____ Material to process
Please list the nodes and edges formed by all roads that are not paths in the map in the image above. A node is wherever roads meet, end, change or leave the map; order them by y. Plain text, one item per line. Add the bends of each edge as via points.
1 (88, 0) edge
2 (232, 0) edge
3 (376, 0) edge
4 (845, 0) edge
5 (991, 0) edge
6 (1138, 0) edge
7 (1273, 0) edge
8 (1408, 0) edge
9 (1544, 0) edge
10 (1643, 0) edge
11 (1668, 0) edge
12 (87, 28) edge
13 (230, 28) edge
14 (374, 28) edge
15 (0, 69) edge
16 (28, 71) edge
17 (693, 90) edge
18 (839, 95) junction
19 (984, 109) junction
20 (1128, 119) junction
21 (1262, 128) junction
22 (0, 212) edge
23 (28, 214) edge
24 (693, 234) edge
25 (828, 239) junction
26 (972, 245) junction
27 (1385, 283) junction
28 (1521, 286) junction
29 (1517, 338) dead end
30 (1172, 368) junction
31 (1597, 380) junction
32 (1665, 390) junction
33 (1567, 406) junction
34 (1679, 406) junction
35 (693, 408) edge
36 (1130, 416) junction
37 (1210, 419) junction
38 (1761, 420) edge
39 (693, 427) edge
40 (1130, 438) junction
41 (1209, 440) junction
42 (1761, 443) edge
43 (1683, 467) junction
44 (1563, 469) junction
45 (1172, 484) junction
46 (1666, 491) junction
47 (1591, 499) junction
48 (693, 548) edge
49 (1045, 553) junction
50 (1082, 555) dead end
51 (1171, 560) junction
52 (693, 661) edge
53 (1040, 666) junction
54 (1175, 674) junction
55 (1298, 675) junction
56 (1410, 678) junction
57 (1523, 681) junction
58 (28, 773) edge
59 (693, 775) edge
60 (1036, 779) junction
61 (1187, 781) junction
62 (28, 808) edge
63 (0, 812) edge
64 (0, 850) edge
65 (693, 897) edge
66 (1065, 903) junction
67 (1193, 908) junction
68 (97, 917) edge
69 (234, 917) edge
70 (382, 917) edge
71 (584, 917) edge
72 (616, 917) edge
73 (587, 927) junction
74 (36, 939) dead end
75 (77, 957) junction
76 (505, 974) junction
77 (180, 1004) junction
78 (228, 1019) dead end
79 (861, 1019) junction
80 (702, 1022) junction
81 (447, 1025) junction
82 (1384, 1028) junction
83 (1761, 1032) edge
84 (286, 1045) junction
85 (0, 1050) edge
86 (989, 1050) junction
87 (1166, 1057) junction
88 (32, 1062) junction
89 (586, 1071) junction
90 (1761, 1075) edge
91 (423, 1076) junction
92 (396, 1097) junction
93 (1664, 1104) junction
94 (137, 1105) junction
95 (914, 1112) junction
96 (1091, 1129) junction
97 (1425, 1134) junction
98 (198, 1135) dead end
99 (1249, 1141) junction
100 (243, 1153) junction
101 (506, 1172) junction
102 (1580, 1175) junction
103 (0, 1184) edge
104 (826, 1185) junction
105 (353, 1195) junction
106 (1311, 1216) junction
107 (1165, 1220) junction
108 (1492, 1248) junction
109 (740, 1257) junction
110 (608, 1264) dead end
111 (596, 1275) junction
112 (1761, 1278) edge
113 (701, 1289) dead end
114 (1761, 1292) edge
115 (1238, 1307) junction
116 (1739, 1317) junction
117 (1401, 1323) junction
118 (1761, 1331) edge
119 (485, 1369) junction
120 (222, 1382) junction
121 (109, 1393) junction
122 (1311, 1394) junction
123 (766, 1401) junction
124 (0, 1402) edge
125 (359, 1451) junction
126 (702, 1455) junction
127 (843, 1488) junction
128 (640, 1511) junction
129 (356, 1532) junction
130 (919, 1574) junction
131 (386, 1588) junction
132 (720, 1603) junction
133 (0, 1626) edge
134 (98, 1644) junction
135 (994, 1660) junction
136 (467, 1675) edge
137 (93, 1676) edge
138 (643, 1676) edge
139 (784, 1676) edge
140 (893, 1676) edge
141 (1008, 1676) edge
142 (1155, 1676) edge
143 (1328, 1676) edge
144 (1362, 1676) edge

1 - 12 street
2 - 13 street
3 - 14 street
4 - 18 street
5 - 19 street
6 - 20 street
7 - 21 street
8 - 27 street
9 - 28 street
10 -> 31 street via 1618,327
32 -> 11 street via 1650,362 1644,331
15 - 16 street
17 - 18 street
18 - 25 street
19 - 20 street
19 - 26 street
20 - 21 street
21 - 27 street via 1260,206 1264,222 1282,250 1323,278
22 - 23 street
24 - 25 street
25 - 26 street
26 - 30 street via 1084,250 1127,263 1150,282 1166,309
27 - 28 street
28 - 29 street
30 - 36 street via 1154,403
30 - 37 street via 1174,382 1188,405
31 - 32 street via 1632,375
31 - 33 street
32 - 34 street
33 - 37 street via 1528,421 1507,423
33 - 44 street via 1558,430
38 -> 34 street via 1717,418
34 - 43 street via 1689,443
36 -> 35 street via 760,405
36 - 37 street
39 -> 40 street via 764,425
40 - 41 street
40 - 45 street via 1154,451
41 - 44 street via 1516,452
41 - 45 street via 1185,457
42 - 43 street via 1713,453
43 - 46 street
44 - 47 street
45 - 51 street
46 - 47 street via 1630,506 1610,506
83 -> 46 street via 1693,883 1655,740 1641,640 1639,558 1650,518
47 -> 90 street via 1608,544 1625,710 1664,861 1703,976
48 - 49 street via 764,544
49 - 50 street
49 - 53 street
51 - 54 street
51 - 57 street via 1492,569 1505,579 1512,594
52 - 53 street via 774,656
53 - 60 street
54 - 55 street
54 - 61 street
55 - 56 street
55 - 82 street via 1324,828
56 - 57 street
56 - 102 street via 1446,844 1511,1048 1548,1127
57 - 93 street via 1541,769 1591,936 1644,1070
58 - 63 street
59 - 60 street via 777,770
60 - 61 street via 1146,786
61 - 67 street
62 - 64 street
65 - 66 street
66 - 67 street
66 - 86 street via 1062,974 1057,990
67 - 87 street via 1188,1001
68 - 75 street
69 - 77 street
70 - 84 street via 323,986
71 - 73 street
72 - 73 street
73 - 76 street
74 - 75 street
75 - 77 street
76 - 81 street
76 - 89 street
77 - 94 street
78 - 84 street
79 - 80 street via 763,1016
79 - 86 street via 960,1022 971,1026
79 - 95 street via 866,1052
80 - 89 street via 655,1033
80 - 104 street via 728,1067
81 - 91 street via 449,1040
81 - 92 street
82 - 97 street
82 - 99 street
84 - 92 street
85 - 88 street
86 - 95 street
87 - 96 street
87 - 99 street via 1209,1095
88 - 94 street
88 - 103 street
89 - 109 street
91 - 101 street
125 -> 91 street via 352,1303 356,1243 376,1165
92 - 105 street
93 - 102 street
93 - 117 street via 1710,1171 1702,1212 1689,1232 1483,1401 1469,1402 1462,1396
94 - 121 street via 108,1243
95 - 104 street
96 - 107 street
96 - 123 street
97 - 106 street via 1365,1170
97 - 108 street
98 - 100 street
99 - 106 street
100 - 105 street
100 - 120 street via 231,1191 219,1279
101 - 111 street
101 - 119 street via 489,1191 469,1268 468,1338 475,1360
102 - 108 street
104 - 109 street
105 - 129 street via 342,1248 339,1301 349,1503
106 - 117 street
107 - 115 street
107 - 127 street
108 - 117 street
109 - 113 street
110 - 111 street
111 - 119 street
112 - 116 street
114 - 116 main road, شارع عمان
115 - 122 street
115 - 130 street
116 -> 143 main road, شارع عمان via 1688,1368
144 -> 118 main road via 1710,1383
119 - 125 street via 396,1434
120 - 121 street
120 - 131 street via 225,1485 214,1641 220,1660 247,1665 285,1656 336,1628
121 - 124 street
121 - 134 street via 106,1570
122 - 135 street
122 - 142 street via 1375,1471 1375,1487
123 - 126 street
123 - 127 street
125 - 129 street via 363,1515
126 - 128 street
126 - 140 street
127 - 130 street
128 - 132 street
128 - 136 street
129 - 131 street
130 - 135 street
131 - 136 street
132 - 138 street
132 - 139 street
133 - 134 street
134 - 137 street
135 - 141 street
________
Exercise prompt ▸
Find every line above where the word "عمان" occurs, and copy that line.

Solution to the exercise ▸
114 - 116 main road, شارع عمان
116 -> 143 main road, شارع عمان via 1688,1368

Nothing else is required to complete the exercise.